30 Dias de oscuridad

2/09/2008


“30 Días de oscuridad” suena bien, aunque tal vez "30 Días de noche" que es el titulo original hubiera quedado mejor, pero a estas alturas no hay que ser quisquillosos.
El prometedor debut de su director, David Slade, con "Hard Candy" del 2005 hace que uno apueste personalmente por él, aunque más como un tapado de este negocio, que como una firme promesa por pulir.


El inicio de la película también es prometedor y sobretodo cumplidor; intenta y consigue no caer en vanalidades, y deja el argumento bastante atado. Es algo lógico, algo que hubiera hecho cualquier aficionado avanzado de cine. Algo que este mismo aficionado hubiera jurado hacer si tuviera ocasión de filmar una película.
En efecto, sin lugar a dudas gracias a su esclarecedor cartel "30 días de oscuridad" y su critica, es una critica sobre una peli de vampiros más.
No nos dejará huella perenne pero se puede recordar con una sonrisa beneplácita.
El propio director, como ya hemos dicho antes, David Slade, puede escapar en un inicio a los tópicos del genero y dejar medio atado el inicio de la película, pero a la hora de desencadenar los hechos, hay tópicos irrefutables, y un Josh Harnett haciendo de sheriff no es una buena solución.
Los vampiros que asolan este pueblo durante 30 días no son amables, no son ni Tom Cruise ni Antonio Banderas, ni si quiera ninguno de los podemos ver en "La criatura perfecta"; aquí vuelven a ser unos chupa sangre sin compasión.
Durante la cinta se observa con peligro la ausencia de ironía, o de comedia negra; una decisión respetable que nos convence con un genial plano aereo del pueblo y sus escaramuzas, que recuerda más a la visión de un videojuego, que de una película, pero adquiere un protagonismo ideal, locuaz y oportuno que nos hace replantear si efectivamente estamos ante el nuevo totem del genero.

En pocos minutos pasamos a convencernos de lo contrario, ya que de un plumazo pasan siete de resistencia sumisa.
Estos saltos de tiempo, son un arma de doble filo, una hacha que permite obviar la difícil convivencia de un grupo variopinto pero que a la vez nos puede privar de profundidad.

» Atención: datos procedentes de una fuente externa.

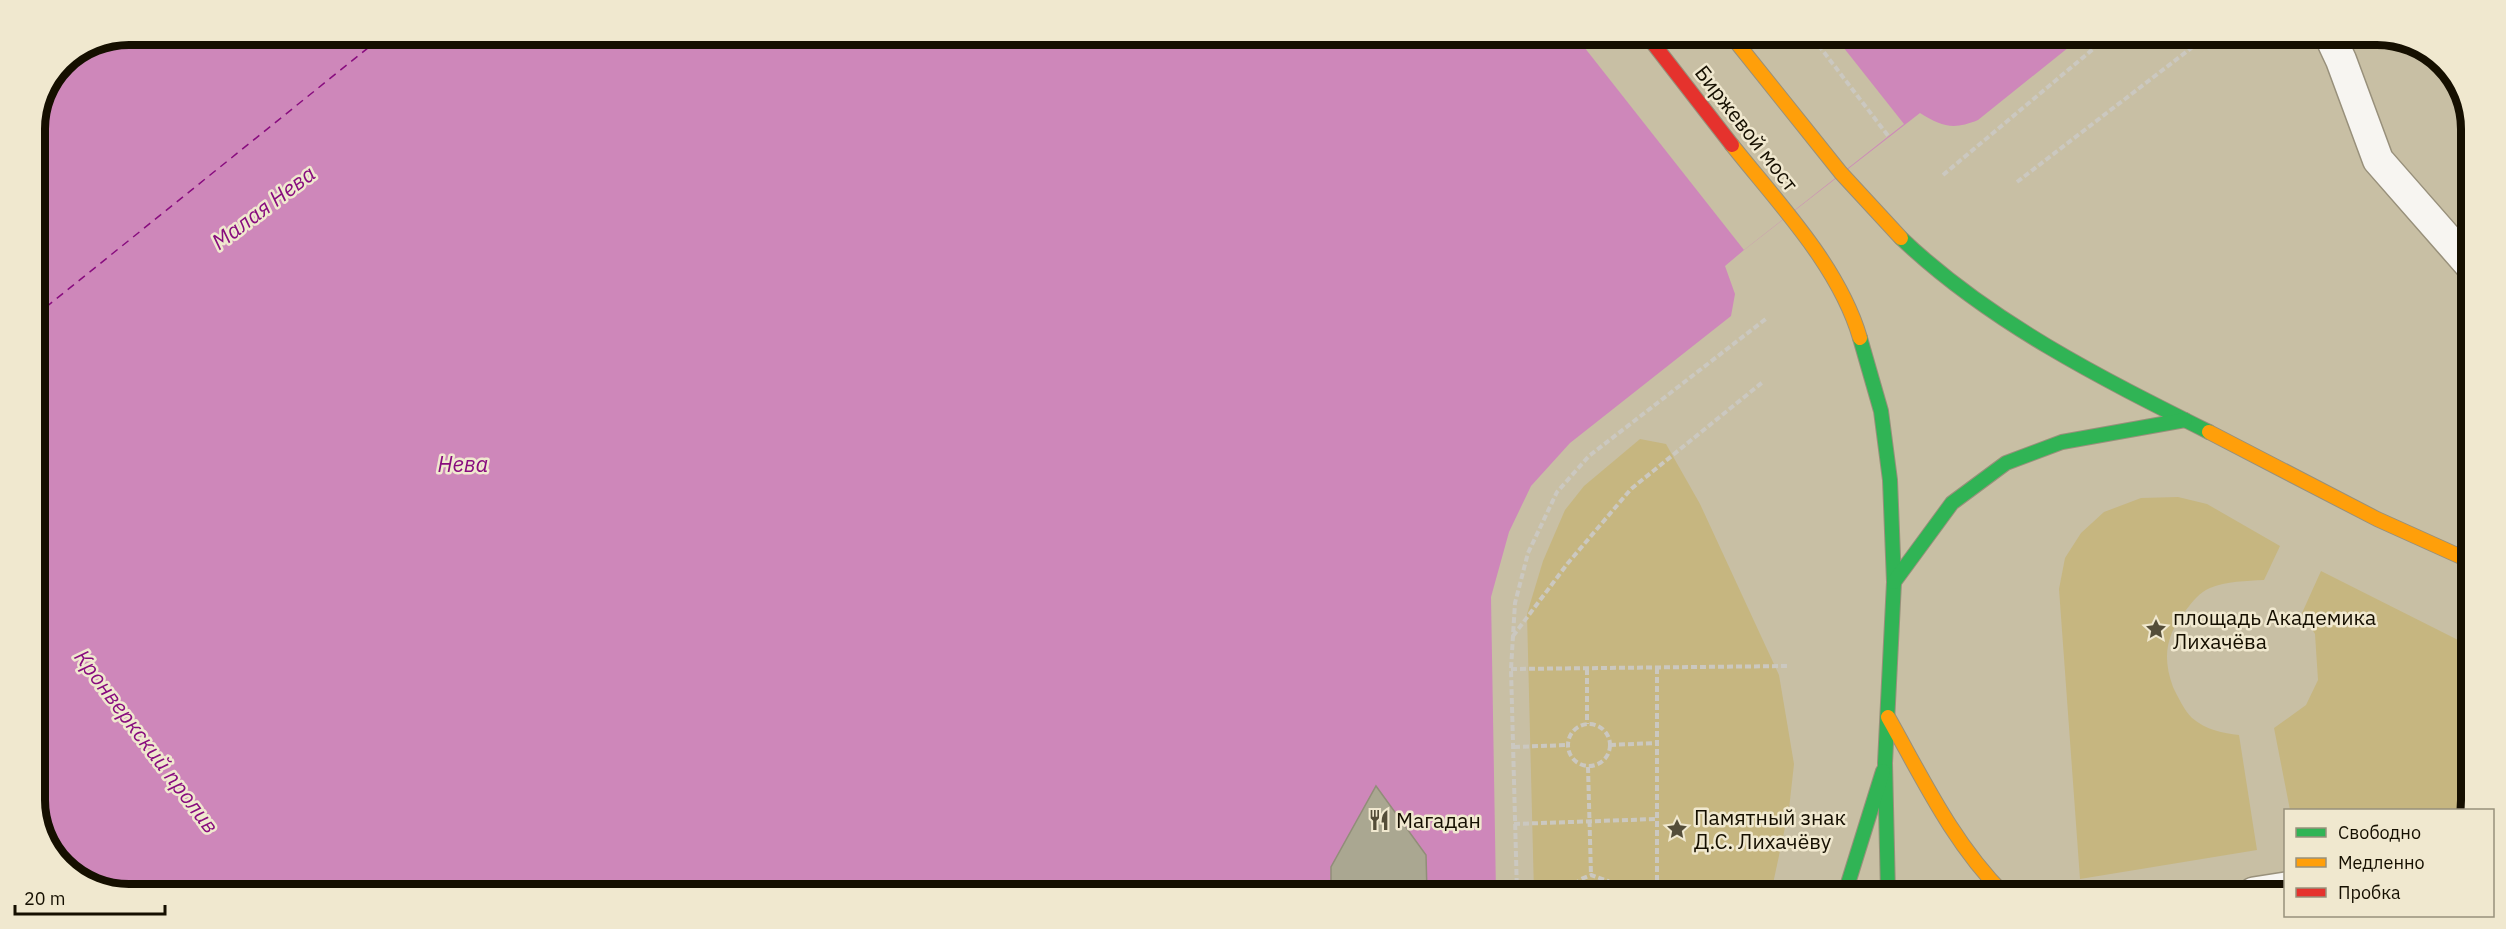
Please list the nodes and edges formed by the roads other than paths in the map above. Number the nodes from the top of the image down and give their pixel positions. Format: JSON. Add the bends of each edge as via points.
{"nodes":[{"id":1,"x":1655,"y":45,"type":"edge"},
{"id":2,"x":1738,"y":45,"type":"edge"},
{"id":3,"x":2333,"y":45,"type":"edge"},
{"id":4,"x":2461,"y":255,"type":"edge"},
{"id":5,"x":2185,"y":420,"type":"junction"},
{"id":6,"x":2461,"y":557,"type":"edge"},
{"id":7,"x":1893,"y":582,"type":"junction"},
{"id":8,"x":1888,"y":717,"type":"junction"},
{"id":9,"x":1885,"y":763,"type":"junction"},
{"id":10,"x":1848,"y":884,"type":"edge"},
{"id":11,"x":1888,"y":884,"type":"edge"},
{"id":12,"x":1992,"y":884,"type":"edge"}],
"edges":[{"from":1,"to":7,"type":"main road","name":"Биржевой мост","via":[[1824,261],[1856,326],[1881,411],[1890,480]]},
{"from":2,"to":5,"type":"main road","via":[[1840,175],[1912,248],[1981,304],[2043,344]]},
{"from":3,"to":4,"type":"lane","via":[[2378,160]]},
{"from":5,"to":6,"type":"main road"},
{"from":5,"to":7,"type":"main road","via":[[2062,442],[2006,463],[1952,503]]},
{"from":7,"to":8,"type":"main road"},
{"from":8,"to":9,"type":"main road"},
{"from":8,"to":12,"type":"main road","via":[[1951,826]]},
{"from":9,"to":10,"type":"main road"},
{"from":9,"to":11,"type":"main road"}]}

Tampoco hay que criticar la labor de Slade, ya que esta métrica es respetado por ser la original de la novela grafica en la que se basa la cinta, creada por Steve Niles con Ben Templesmith y que ocupa tres volúmenes.
Así pues, en esta critica, desde el Club Freak no vamos a quemar a Slade por ser fiel a la génesis del proyecto.
Hay que aplaudir el hecho de que la productora de Sam Raimi este detrás, otorgando litros de sangre y efectos especiales a raudales.
La simplicidad es la apuesta de la película, aquí no hay un súper Bruce Willis enfrentándose a poderes sobrenaturales, ni a terroristas con un balazo en el cuerpo en una escena de lucha, se evita la confrontación; señal que tal vez algo este pasando en la moral de la comunidad americana.

Que al protagonista, Josh Harnett no le crezca la barba ni el pelo en 30 días es algo atrevido, por no decir extrañamente descorazonador. El chavalin tiene 30 años...

En resumen la cinta deja buen sabor de boca, con un final que huye de estereotipos y que es eficaz.

Los actores, el reparto, la ambientación y demás dramas humanos que vemos son correctos, no es una gran película pero adquiere importancia al no gotear demasiada moralina tópica.

El punto freak de nuestro club viene por su trailer, un trailer con una atronadora canción de "Muse", que para mi asombro y delirio no aparece en toda la película, y esa es lo peor de la cinta; la ausencia una banda sonora con temas contundentes en pro de un score correcto.

Recomendado para hambrientos del genero vampiresco con afán de ver algo de nueva carne en el horizonte, no ver aquellos puristas que esperan otra obra a la altura de "Hard Candy", están avisados.